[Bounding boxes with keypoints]
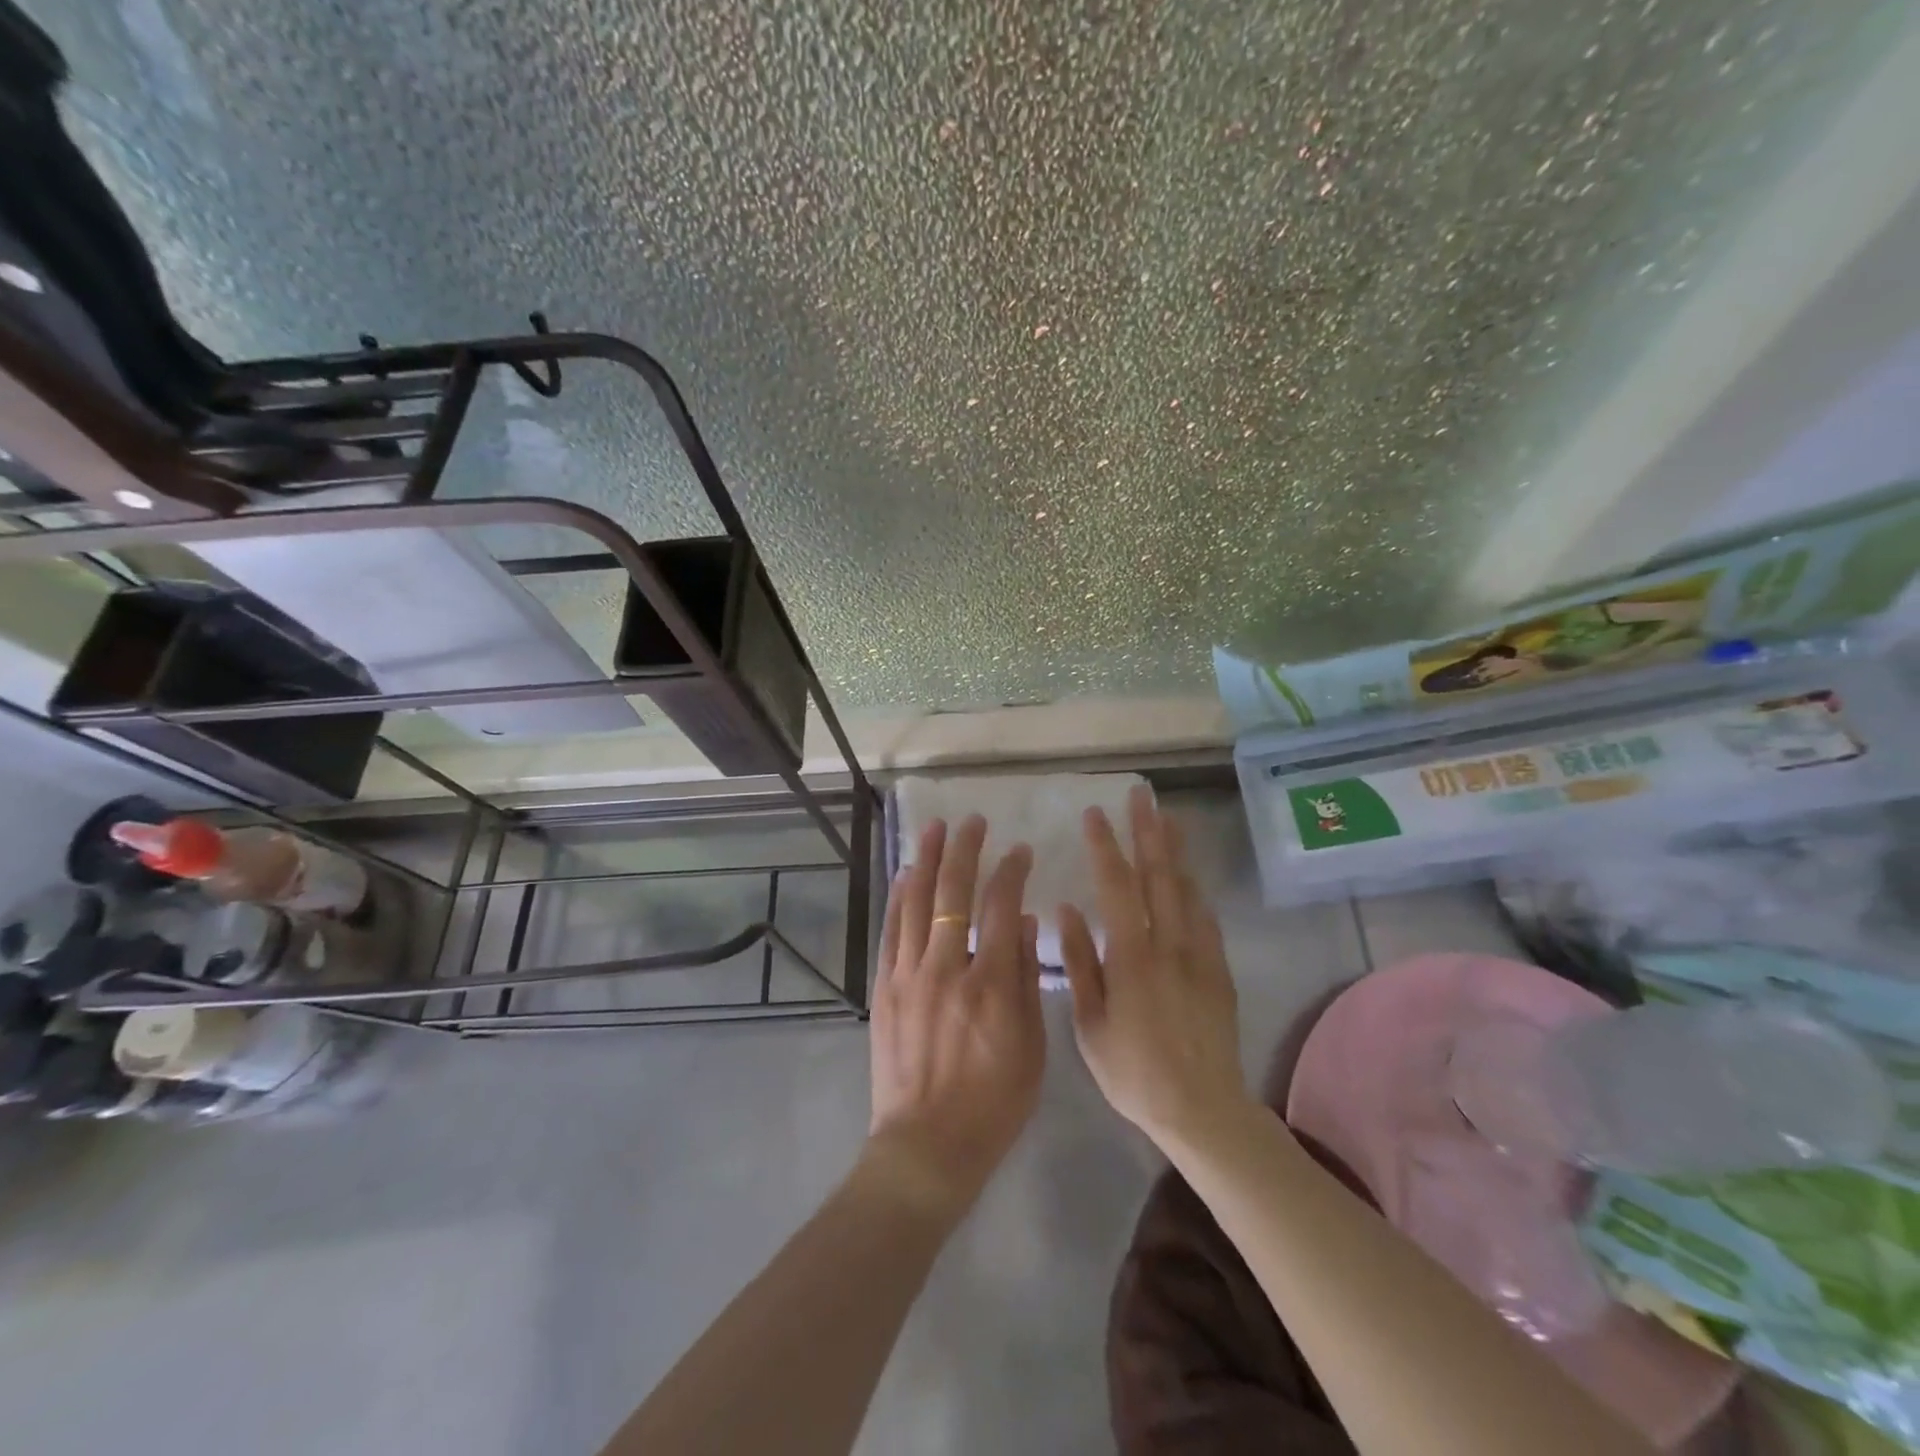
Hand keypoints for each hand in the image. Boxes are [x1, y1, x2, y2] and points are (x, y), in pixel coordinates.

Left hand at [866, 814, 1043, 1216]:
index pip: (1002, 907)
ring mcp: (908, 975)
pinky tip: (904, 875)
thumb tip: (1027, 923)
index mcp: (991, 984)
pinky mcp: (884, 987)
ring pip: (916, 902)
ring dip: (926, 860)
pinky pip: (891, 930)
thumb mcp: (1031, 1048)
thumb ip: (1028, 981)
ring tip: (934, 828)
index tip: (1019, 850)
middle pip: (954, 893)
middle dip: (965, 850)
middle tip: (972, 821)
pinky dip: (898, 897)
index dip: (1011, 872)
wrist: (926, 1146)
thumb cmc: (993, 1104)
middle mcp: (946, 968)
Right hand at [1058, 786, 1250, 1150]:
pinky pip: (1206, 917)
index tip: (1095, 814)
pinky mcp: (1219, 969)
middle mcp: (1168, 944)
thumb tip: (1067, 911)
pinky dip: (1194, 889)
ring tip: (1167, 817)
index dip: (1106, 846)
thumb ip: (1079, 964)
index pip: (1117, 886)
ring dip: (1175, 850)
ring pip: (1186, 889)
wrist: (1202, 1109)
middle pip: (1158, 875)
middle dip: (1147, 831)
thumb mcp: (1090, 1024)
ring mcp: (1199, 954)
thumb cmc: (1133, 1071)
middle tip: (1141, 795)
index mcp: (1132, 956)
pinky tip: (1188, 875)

---

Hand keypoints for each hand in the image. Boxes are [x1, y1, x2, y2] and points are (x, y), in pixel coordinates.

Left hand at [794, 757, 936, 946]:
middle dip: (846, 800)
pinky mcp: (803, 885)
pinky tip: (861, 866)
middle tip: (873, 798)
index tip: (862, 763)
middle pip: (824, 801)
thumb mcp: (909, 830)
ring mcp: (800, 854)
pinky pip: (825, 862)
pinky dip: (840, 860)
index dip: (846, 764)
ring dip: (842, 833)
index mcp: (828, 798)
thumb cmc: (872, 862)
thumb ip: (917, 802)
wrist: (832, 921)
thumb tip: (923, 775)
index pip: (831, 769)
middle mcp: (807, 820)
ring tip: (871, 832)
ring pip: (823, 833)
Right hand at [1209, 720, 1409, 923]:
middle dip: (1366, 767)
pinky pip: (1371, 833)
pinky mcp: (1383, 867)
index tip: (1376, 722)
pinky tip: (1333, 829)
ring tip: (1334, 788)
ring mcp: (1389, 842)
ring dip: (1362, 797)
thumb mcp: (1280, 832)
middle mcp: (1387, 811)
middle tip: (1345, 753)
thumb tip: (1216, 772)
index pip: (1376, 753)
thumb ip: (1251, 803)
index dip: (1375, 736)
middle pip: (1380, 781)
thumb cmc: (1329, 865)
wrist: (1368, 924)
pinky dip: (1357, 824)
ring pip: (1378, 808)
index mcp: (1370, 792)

...

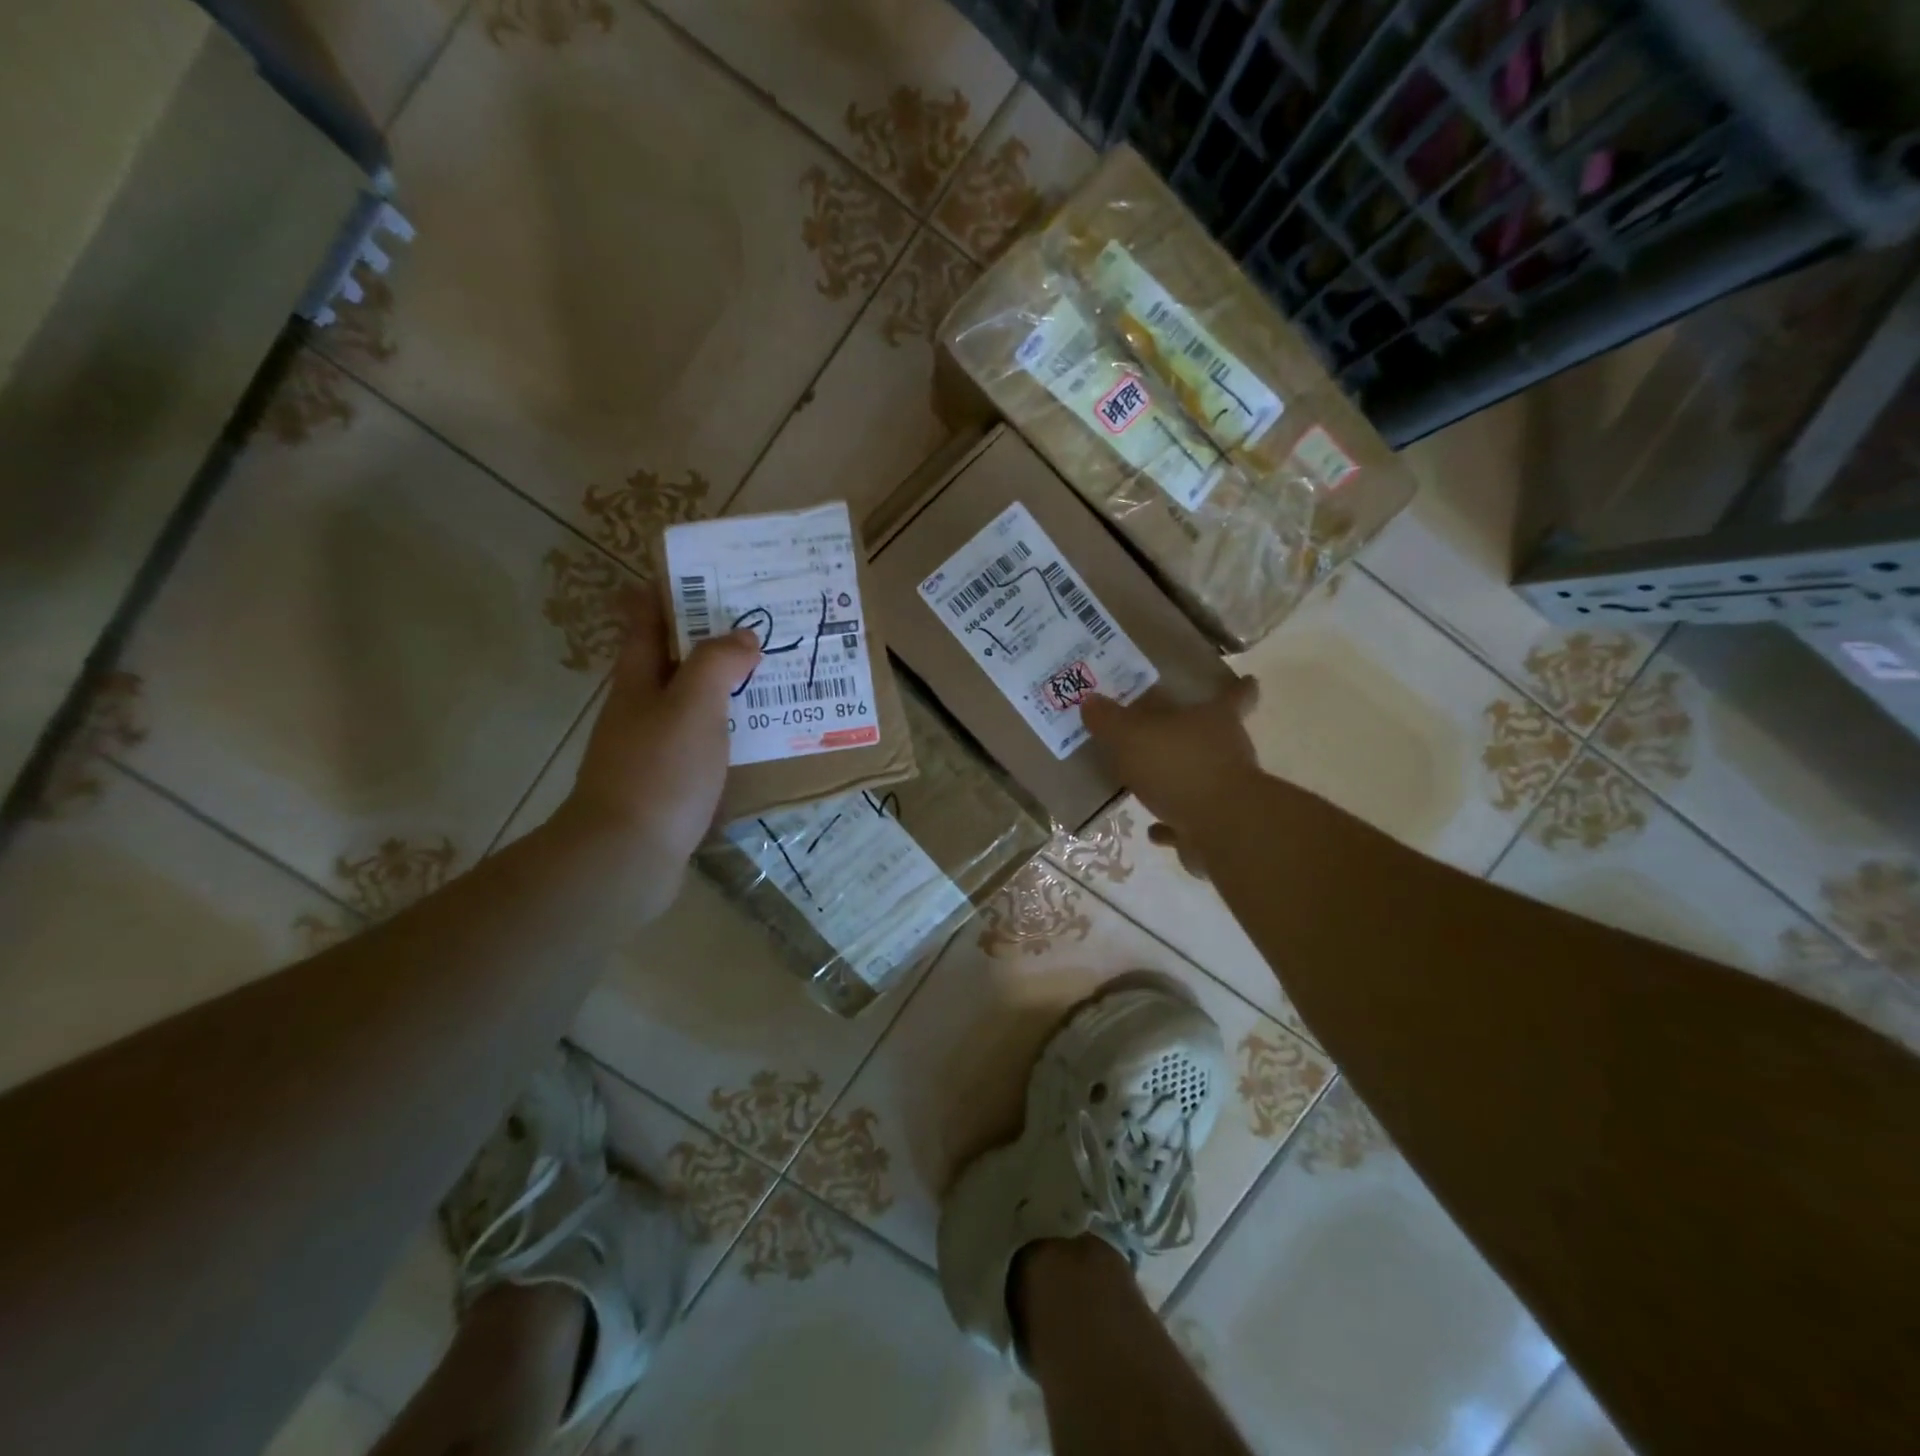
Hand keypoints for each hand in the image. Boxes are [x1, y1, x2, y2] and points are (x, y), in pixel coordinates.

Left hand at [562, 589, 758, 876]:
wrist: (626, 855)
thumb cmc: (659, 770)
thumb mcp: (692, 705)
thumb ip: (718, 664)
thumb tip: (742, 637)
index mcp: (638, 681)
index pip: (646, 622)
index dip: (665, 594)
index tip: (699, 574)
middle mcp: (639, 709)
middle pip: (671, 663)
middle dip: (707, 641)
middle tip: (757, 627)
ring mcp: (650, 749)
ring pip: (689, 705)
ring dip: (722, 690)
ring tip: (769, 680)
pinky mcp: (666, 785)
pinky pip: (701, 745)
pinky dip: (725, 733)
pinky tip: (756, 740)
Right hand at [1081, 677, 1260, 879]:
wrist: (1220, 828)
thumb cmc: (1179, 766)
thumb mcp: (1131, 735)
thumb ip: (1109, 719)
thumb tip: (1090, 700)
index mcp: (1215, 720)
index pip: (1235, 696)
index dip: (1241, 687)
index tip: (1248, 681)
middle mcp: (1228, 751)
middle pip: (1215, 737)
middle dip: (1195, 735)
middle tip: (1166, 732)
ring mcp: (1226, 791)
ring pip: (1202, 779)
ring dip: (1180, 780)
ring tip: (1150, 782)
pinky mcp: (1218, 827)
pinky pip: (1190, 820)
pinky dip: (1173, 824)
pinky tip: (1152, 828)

- Problem to solve
Write out exactly the lines above from the line with "pinky tip: (1333, 829)" through the line with "index mcp: (1370, 792)", both of them included, and leave out all other lines.

- Solved exercise
pinky tip: (1333, 829)
ring tip: (1334, 788)
ring mcp: (1389, 842)
ring dip: (1362, 797)
thumb mcp: (1280, 832)
middle mcp: (1387, 811)
middle tip: (1345, 753)
thumb tip: (1216, 772)
index pip: (1376, 753)
thumb ip: (1251, 803)
index dip: (1375, 736)
middle pip: (1380, 781)
thumb cmc: (1329, 865)
wrist: (1368, 924)
pinky dip: (1357, 824)
ring pip: (1378, 808)
index mcp: (1370, 792)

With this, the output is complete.